What needs to be done: Please find every line of the listing below where "ring" occurs and copy it.
Data section START
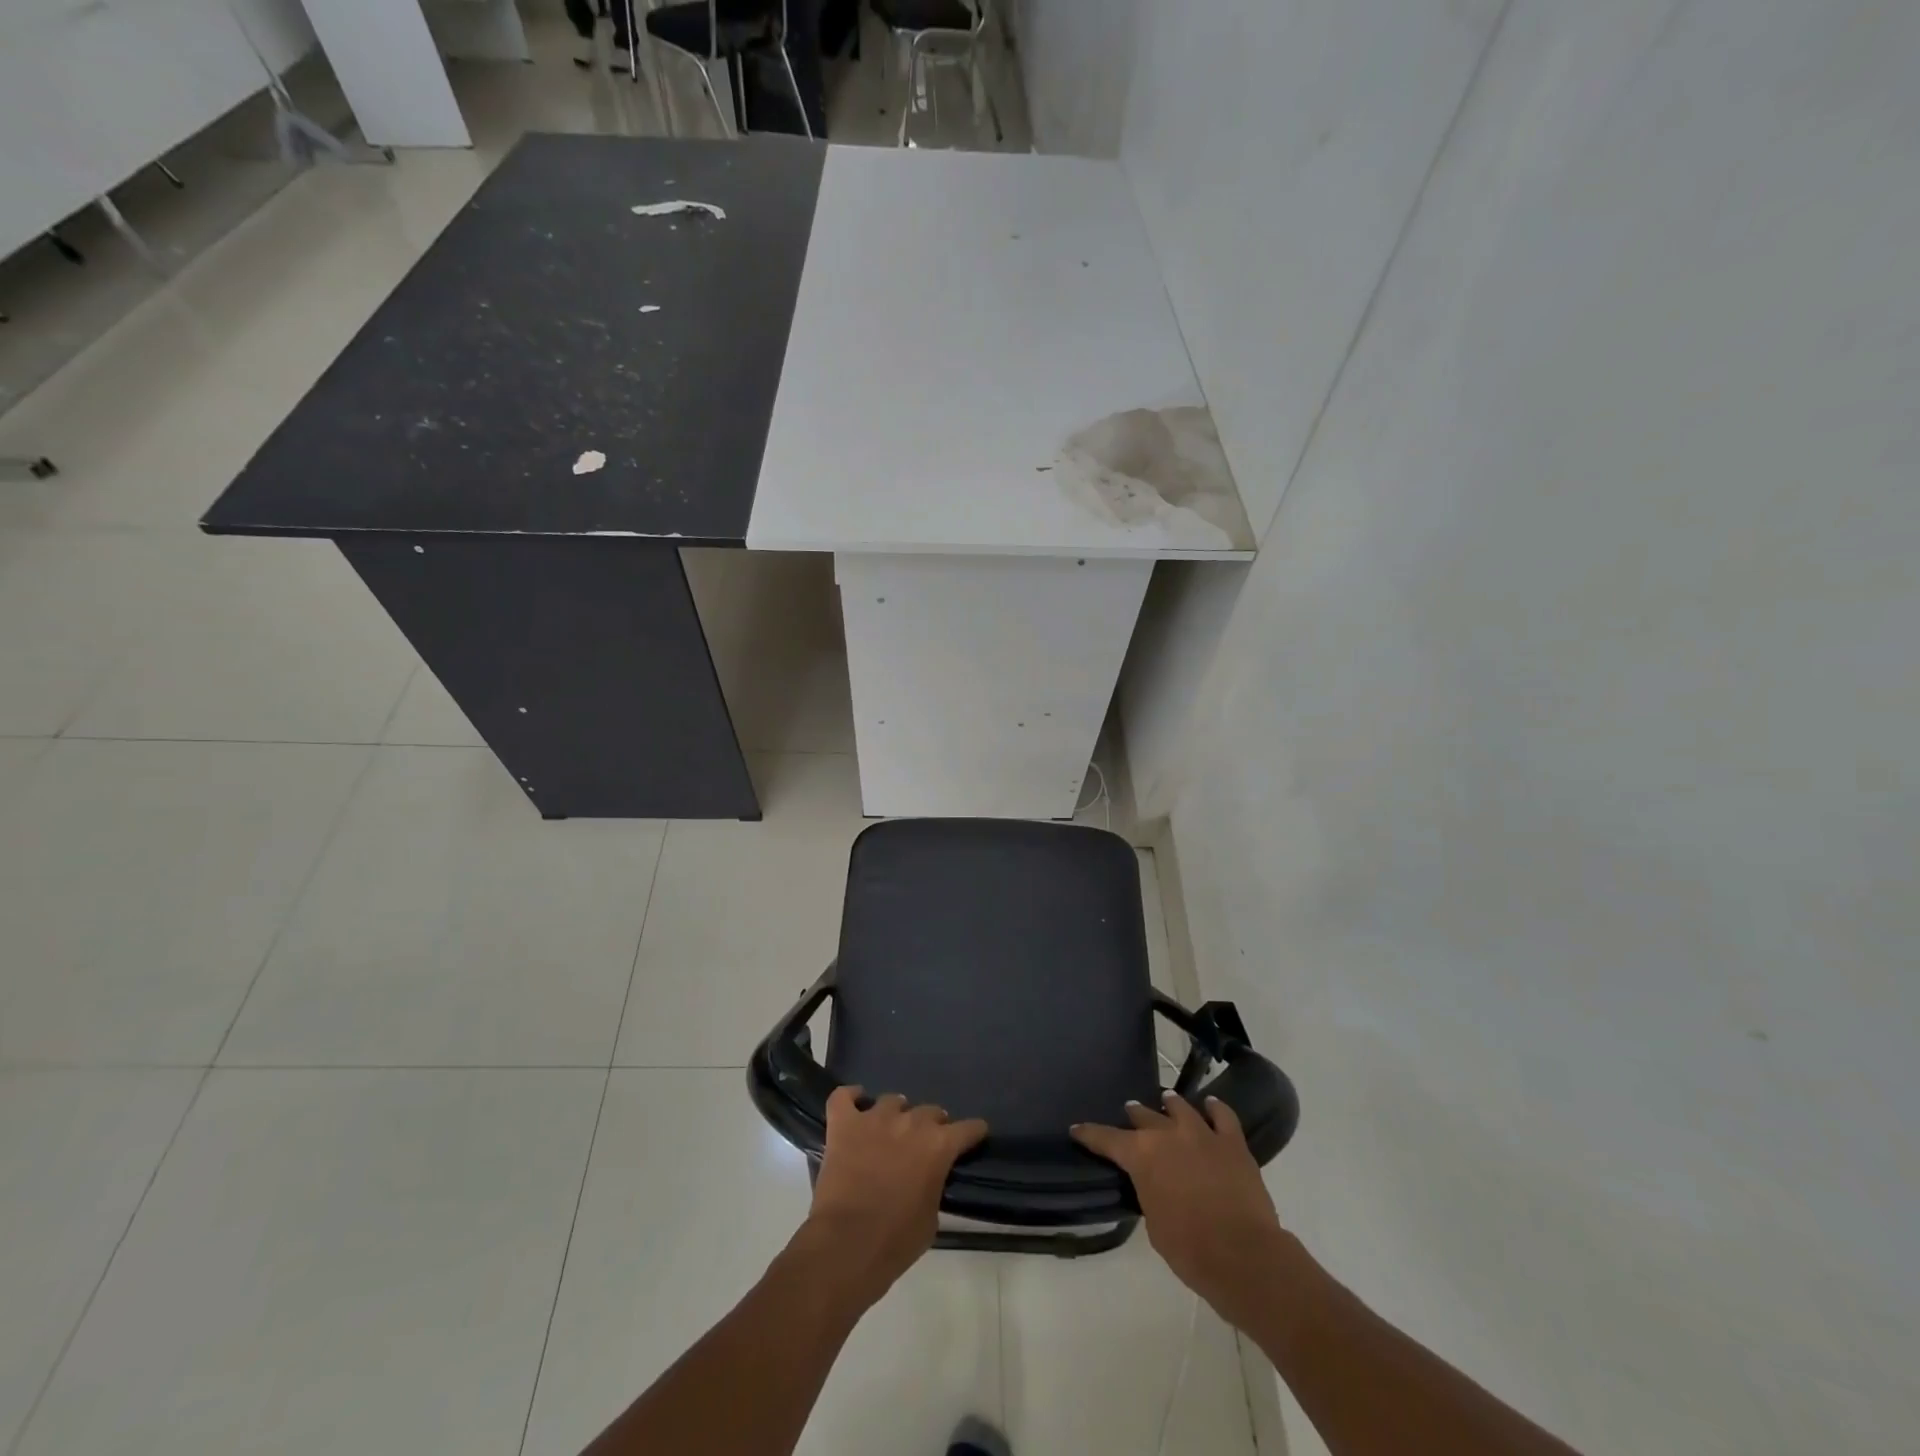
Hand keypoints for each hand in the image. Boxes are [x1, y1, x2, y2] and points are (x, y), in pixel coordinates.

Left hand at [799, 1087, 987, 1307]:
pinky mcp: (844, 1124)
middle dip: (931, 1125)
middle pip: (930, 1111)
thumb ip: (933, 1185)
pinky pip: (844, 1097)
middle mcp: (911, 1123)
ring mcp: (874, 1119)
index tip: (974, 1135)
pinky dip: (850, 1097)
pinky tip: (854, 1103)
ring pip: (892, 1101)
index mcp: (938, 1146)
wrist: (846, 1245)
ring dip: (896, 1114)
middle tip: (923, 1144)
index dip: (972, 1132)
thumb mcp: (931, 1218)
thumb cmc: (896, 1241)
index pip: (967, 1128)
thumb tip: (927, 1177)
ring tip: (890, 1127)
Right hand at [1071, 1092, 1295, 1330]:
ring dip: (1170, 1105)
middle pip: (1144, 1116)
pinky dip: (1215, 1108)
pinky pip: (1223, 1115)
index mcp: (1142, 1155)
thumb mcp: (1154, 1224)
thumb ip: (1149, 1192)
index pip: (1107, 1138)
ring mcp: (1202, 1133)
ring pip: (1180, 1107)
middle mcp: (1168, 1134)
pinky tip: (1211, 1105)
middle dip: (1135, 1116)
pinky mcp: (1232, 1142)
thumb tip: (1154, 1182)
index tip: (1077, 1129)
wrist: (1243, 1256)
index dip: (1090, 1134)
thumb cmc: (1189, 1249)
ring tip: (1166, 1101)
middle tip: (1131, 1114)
Data section END
Data section START
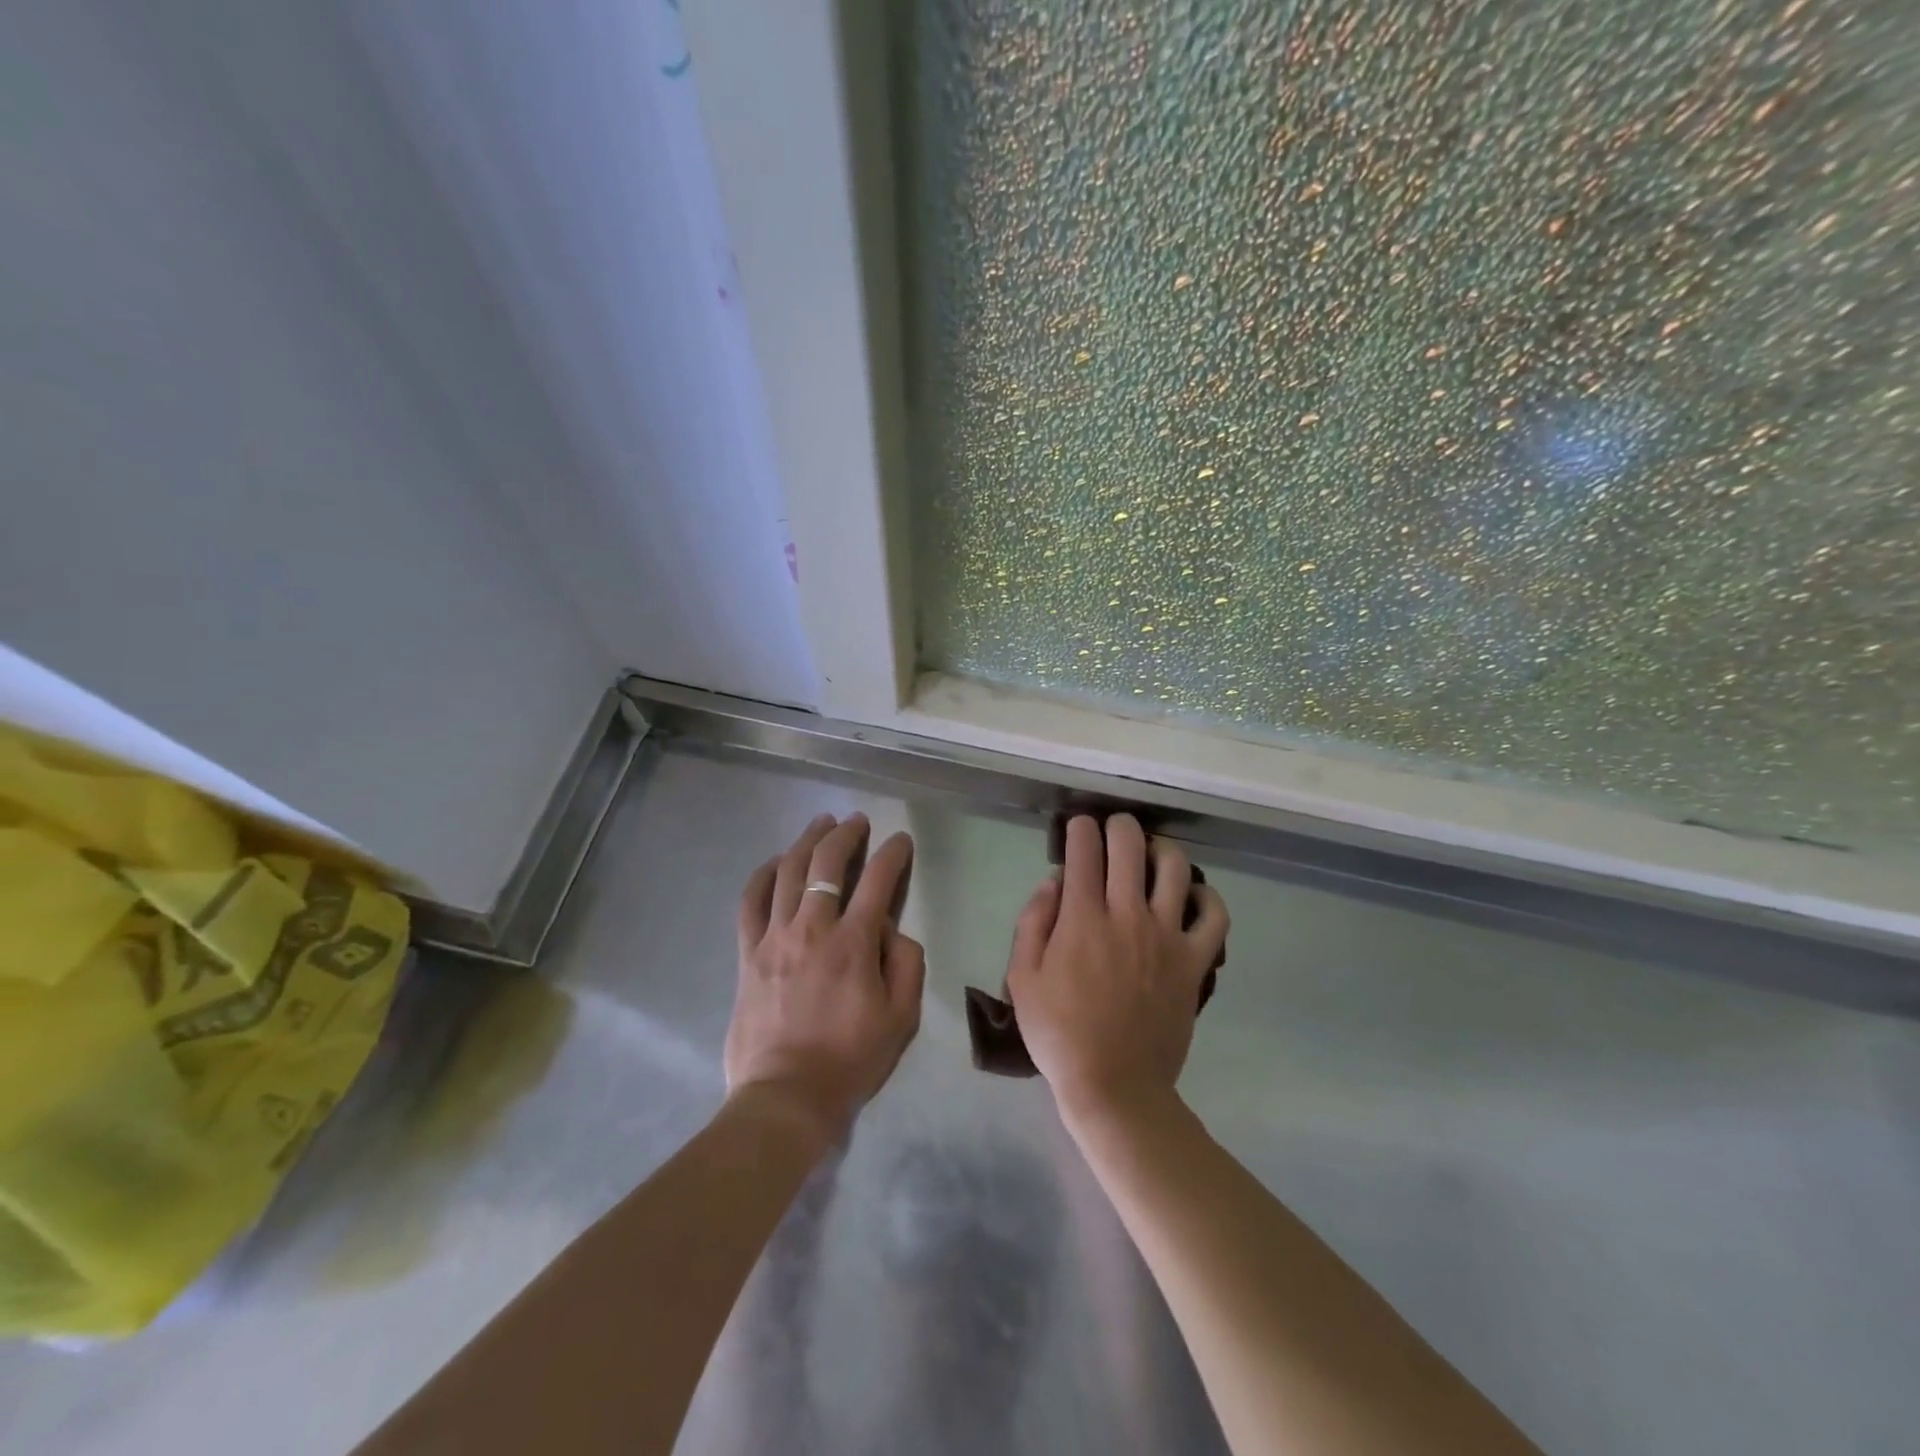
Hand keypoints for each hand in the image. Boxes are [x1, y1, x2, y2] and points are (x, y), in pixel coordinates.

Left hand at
Data section END
Answer to the exercise:
ring mcp: (874, 1119)
ring pip: (892, 1101)
ring dip: (896, 1114)
ring tip: (890, 1127)
ring dip: (1170, 1105)
ring mcp: (1202, 1133)
ring pip: (1180, 1107)
ring tip: (1166, 1101)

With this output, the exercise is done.